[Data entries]
____________

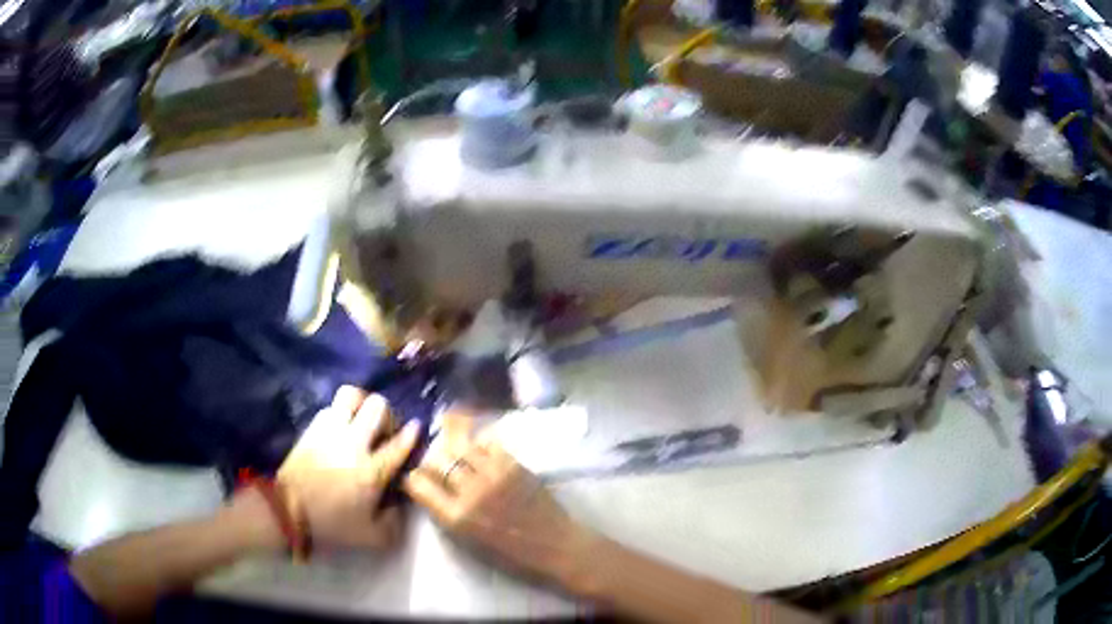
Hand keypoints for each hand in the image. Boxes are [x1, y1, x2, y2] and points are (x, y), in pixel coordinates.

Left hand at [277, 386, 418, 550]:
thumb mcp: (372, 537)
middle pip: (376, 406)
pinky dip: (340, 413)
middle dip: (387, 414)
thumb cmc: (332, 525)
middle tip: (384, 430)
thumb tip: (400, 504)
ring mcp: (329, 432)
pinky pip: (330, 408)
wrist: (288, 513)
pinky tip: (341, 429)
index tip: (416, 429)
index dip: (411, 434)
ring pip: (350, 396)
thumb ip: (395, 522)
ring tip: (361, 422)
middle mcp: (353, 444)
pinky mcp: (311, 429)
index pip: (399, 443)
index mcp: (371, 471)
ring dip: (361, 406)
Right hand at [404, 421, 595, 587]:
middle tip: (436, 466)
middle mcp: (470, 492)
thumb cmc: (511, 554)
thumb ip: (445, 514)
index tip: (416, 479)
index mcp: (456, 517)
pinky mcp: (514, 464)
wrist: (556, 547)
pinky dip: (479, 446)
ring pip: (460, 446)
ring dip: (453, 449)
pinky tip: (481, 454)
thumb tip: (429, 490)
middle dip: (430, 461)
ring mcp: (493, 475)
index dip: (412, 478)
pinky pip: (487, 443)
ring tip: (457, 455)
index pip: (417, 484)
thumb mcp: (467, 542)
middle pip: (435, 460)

____________

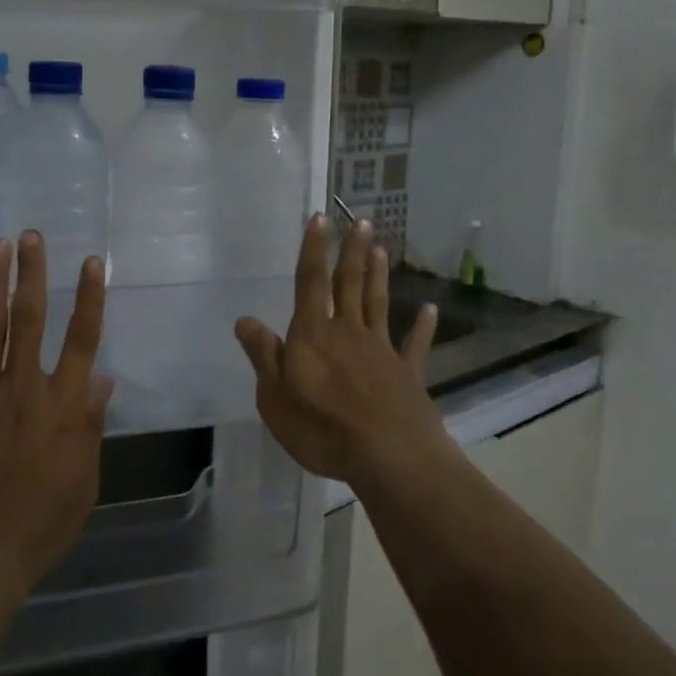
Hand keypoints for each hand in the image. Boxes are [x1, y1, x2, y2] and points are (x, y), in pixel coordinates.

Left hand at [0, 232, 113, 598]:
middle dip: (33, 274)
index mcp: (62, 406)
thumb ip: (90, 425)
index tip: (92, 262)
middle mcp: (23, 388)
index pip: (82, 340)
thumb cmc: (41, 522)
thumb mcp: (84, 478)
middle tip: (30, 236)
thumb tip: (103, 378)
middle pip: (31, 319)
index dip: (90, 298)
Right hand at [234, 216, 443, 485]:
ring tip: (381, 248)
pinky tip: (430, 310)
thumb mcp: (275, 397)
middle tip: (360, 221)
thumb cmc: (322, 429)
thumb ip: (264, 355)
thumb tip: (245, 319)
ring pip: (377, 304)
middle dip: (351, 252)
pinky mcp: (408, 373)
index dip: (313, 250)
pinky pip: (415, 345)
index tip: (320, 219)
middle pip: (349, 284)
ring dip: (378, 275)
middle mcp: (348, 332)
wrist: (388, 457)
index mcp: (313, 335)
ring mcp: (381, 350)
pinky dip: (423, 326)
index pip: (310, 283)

____________

Beginning at the line above that contains "thumb ip: (264, 355)", return each line exactly through the line that contains "wrist: (388, 457)", and no others.

> **WRITTEN SOLUTION**
thumb ip: (264, 355)
thumb tip: (245, 319)
ring pip: (377, 304)
middle dip: (351, 252)
pinky mcp: (408, 373)
index dip: (313, 250)
pinky pip: (415, 345)
index tip: (320, 219)
middle pip: (349, 284)
ring dip: (378, 275)
middle mcp: (348, 332)
wrist: (388, 457)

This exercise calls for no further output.